Activity >> Which lines of the listing below contain the word "roads"? Copy each of them.

Dataset excerpts >>
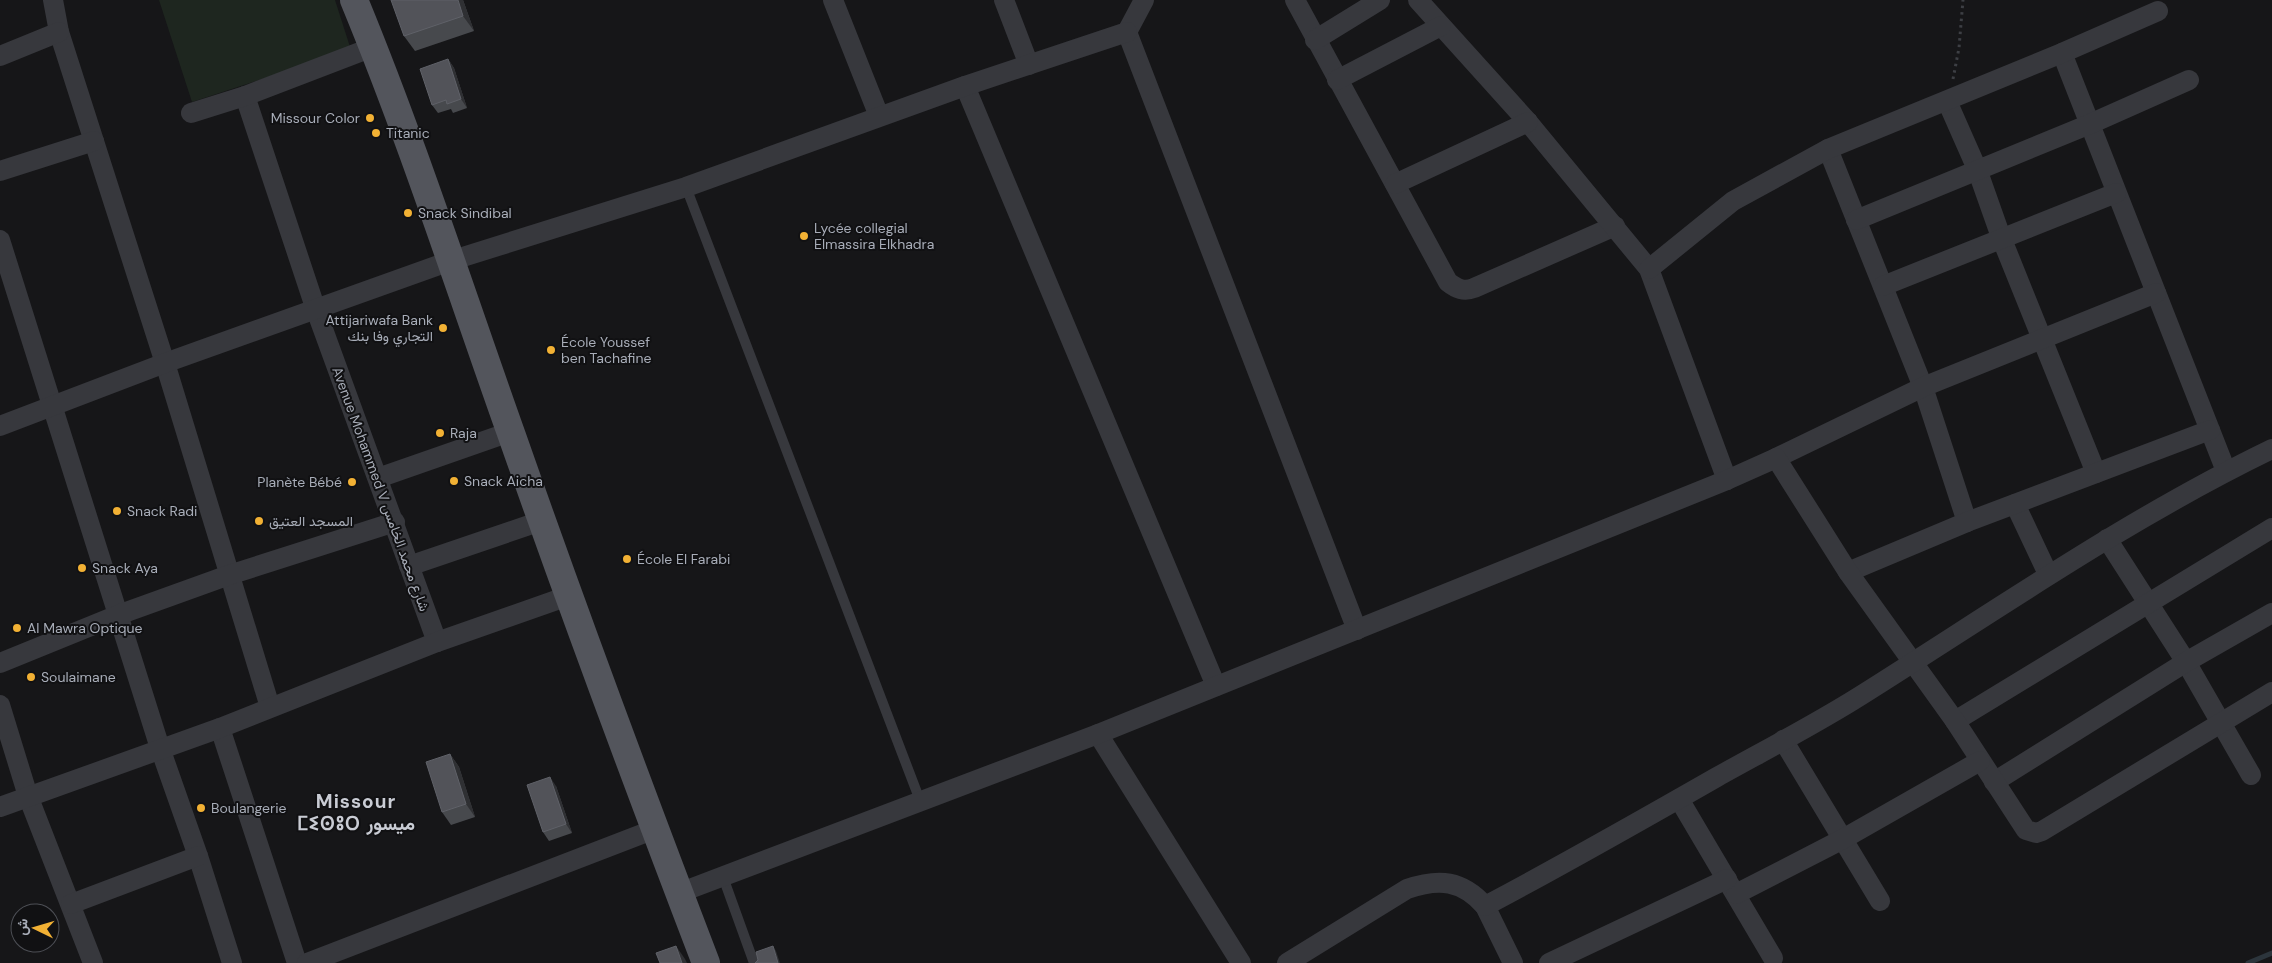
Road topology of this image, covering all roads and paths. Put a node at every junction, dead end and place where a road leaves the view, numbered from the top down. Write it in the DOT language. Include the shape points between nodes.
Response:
graph roads {
  1 [pos="53,0"];
  2 [pos="354,0"];
  3 [pos="833,0"];
  4 [pos="1004,0"];
  5 [pos="1144,0"];
  6 [pos="1295,0"];
  7 [pos="1380,0"];
  8 [pos="1418,0"];
  9 [pos="1963,0"];
  10 [pos="2158,11"];
  11 [pos="1441,26"];
  12 [pos="59,32"];
  13 [pos="1127,32"];
  14 [pos="1316,40"];
  15 [pos="373,47"];
  16 [pos="2062,53"];
  17 [pos="0,56"];
  18 [pos="1029,64"];
  19 [pos="1338,80"];
  20 [pos="2190,80"];
  21 [pos="965,86"];
  22 [pos="244,96"];
  23 [pos="1947,101"];
  24 [pos="191,113"];
  25 [pos="879,116"];
  26 [pos="1528,122"];
  27 [pos="2090,124"];
  28 [pos="94,141"];
  29 [pos="1828,150"];
  30 [pos="1977,169"];
  31 [pos="0,172"];
  32 [pos="1395,184"];
  33 [pos="686,187"];
  34 [pos="2116,193"];
  35 [pos="1856,220"];
  36 [pos="1615,226"];
  37 [pos="2001,237"];
  38 [pos="0,240"];
  39 [pos="450,260"];
  40 [pos="1649,269"];
  41 [pos="1883,286"];
  42 [pos="2156,293"];
  43 [pos="316,310"];
  44 [pos="2042,338"];
  45 [pos="164,363"];
  46 [pos="1923,387"];
  47 [pos="51,406"];
  48 [pos="0,426"];
  49 [pos="2210,430"];
  50 [pos="510,432"];
  51 [pos="2272,449"];
  52 [pos="1776,458"];
  53 [pos="2226,471"];
  54 [pos="2096,472"];
  55 [pos="378,478"];
  56 [pos="1727,480"];
  57 [pos="2015,504"];
  58 [pos="541,521"];
  59 [pos="394,522"];
  60 [pos="1967,522"];
  61 [pos="2272,528"];
  62 [pos="2107,539"];
  63 [pos="409,566"];
  64 [pos="1848,572"];
  65 [pos="2048,574"];
  66 [pos="229,575"];
  67 [pos="568,596"];
  68 [pos="2149,603"];
  69 [pos="2272,613"];
  70 [pos="118,615"];
  71 [pos="1357,630"];
  72 [pos="437,642"];
  73 [pos="1914,661"];
  74 [pos="2186,662"];
  75 [pos="0,663"];
  76 [pos="1216,686"];
  77 [pos="2272,692"];
  78 [pos="0,705"];
  79 [pos="270,707"];
  80 [pos="1955,721"];
  81 [pos="2222,724"];
  82 [pos="220,728"];
  83 [pos="1098,734"];
  84 [pos="1783,740"];
  85 [pos="160,748"];
  86 [pos="1980,761"];
  87 [pos="2251,775"];
  88 [pos="1994,782"];
  89 [pos="28,796"];
  90 [pos="1679,799"];
  91 [pos="921,802"];
  92 [pos="0,807"];
  93 [pos="655,829"];
  94 [pos="1843,839"];
  95 [pos="198,856"];
  96 [pos="723,877"];
  97 [pos="1732,886"];
  98 [pos="679,894"];
  99 [pos="1880,901"];
  100 [pos="72,904"];
  101 [pos="1485,906"];
  102 [pos="1773,958"];
  103 [pos="1509,961"];
  104 [pos="93,963"];
  105 [pos="232,963"];
  106 [pos="297,963"];
  107 [pos="307,963"];
  108 [pos="706,963"];
  109 [pos="754,963"];
  110 [pos="1241,963"];
  111 [pos="1287,963"];
  112 [pos="1549,963"];
  1 -- 12 [label="street"];
  2 -- 15 [label="main road"];
  3 -- 25 [label="street"];
  4 -- 18 [label="street"];
  5 -- 13 [label="street"];
  6 -- 14 [label="street"];
  7 -- 14 [label="street"];
  8 -- 11 [label="street"];
  9 -- 23 [label="path" via="1959,48"];
  10 -- 16 [label="street"];
  11 -- 19 [label="street"];
  11 -- 26 [label="street"];
  12 -- 17 [label="street"];
  12 -- 28 [label="street"];
  13 -- 18 [label="street"];
  13 -- 71 [label="street"];
  14 -- 19 [label="street"];
  15 -- 22 [label="street"];
  15 -- 39 [label="main road"];
  16 -- 23 [label="street"];
  16 -- 27 [label="street"];
  18 -- 21 [label="street"];
  19 -- 32 [label="street"];
  20 -- 27 [label="street"];
  21 -- 25 [label="street"];
  21 -- 76 [label="street"];
  22 -- 24 [label="street"];
  22 -- 43 [label="street, Avenue Mohammed V شارع محمد الخامس"];
  23 -- 29 [label="street"];
  23 -- 30 [label="street"];
  25 -- 33 [label="street"];
  26 -- 32 [label="street"];
  26 -- 36 [label="street"];
  27 -- 30 [label="street"];
  27 -- 34 [label="street"];
  28 -- 31 [label="street"];
  28 -- 45 [label="street"];
  29 -- 35 [label="street"];
  29 -- 40 [label="street" via="1733,201"];
  30 -- 35 [label="street"];
  30 -- 37 [label="street"];
  32 -- 36 [label="street" via="1448,282 1460,290 1474,288"];
  33 -- 39 [label="street"];
  33 -- 91 [label="lane"];
  34 -- 37 [label="street"];
  34 -- 42 [label="street"];
  35 -- 41 [label="street"];
  36 -- 40 [label="street"];
  37 -- 41 [label="street"];
  37 -- 44 [label="street"];
  38 -- 47 [label="street"];
  39 -- 43 [label="street"];
  39 -- 50 [label="main road"];
  40 -- 56 [label="street"];
  41 -- 46 [label="street"];
  42 -- 44 [label="street"];
  42 -- 49 [label="street"];
  43 -- 45 [label="street"];
  43 -- 55 [label="street, Avenue Mohammed V شارع محمد الخامس"];
  44 -- 46 [label="street"];
  44 -- 54 [label="street"];
  45 -- 47 [label="street"];
  45 -- 66 [label="street"];
  46 -- 52 [label="street"];
  46 -- 60 [label="street"];
  47 -- 48 [label="street"];
  47 -- 70 [label="street"];
  49 -- 53 [label="street"];
  49 -- 54 [label="street"];
  50 -- 55 [label="street"];
  50 -- 58 [label="main road"];
  51 -- 53 [label="street"];
  52 -- 56 [label="street"];
  52 -- 64 [label="street"];
  53 -- 62 [label="street"];
  54 -- 57 [label="street"];
  55 -- 59 [label="street, Avenue Mohammed V شارع محمد الخامس"];
  56 -- 71 [label="street"];
  57 -- 60 [label="street"];
  57 -- 65 [label="street"];
  58 -- 63 [label="street"];
  58 -- 67 [label="main road"];
  59 -- 63 [label="street, Avenue Mohammed V شارع محمد الخامس"];
  59 -- 66 [label="street"];
  60 -- 64 [label="street"];
  61 -- 68 [label="street"];
  62 -- 65 [label="street"];
  62 -- 68 [label="street"];
  63 -- 72 [label="street, Avenue Mohammed V شارع محمد الخامس"];
  64 -- 73 [label="street"];
  65 -- 73 [label="street"];
  66 -- 70 [label="street"];
  66 -- 79 [label="street"];
  67 -- 72 [label="street"];
  67 -- 93 [label="main road"];
  68 -- 74 [label="street"];
  68 -- 80 [label="street"];
  69 -- 74 [label="street"];
  70 -- 75 [label="street"];
  70 -- 85 [label="street"];
  71 -- 76 [label="street"];
  72 -- 79 [label="street"];
  73 -- 80 [label="street"];
  73 -- 84 [label="street"];
  74 -- 81 [label="street"];
  74 -- 88 [label="street"];
  76 -- 83 [label="street"];
  77 -- 81 [label="street"];
  78 -- 89 [label="street"];
  79 -- 82 [label="street"];
  80 -- 86 [label="street"];
  81 -- 87 [label="street"];
  81 -- 88 [label="street" via="2042,831 2031,832 2022,826"];
  82 -- 85 [label="street"];
  82 -- 106 [label="street"];
  83 -- 91 [label="street"];
  83 -- 110 [label="street"];
  84 -- 90 [label="street"];
  84 -- 94 [label="street"];
  85 -- 89 [label="street"];
  85 -- 95 [label="street"];
  86 -- 88 [label="street"];
  86 -- 94 [label="street"];
  89 -- 92 [label="street"];
  89 -- 100 [label="street"];
  90 -- 97 [label="street"];
  90 -- 101 [label="street"];
  91 -- 96 [label="street"];
  93 -- 98 [label="main road"];
  93 -- 107 [label="street"];
  94 -- 97 [label="street"];
  94 -- 99 [label="street"];
  95 -- 100 [label="street"];
  95 -- 105 [label="street"];
  96 -- 98 [label="street"];
  96 -- 109 [label="lane"];
  97 -- 102 [label="street"];
  97 -- 112 [label="street"];
  98 -- 108 [label="main road"];
  100 -- 104 [label="street"];
  101 -- 103 [label="street"];
  101 -- 111 [label="street" via="1475,895 1456,885 1433,882 1418,885"];
}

Output >>
Road topology of this image, covering all roads and paths. Put a node at every junction, dead end and place where a road leaves the view, numbered from the top down. Write it in the DOT language. Include the shape points between nodes.
graph roads {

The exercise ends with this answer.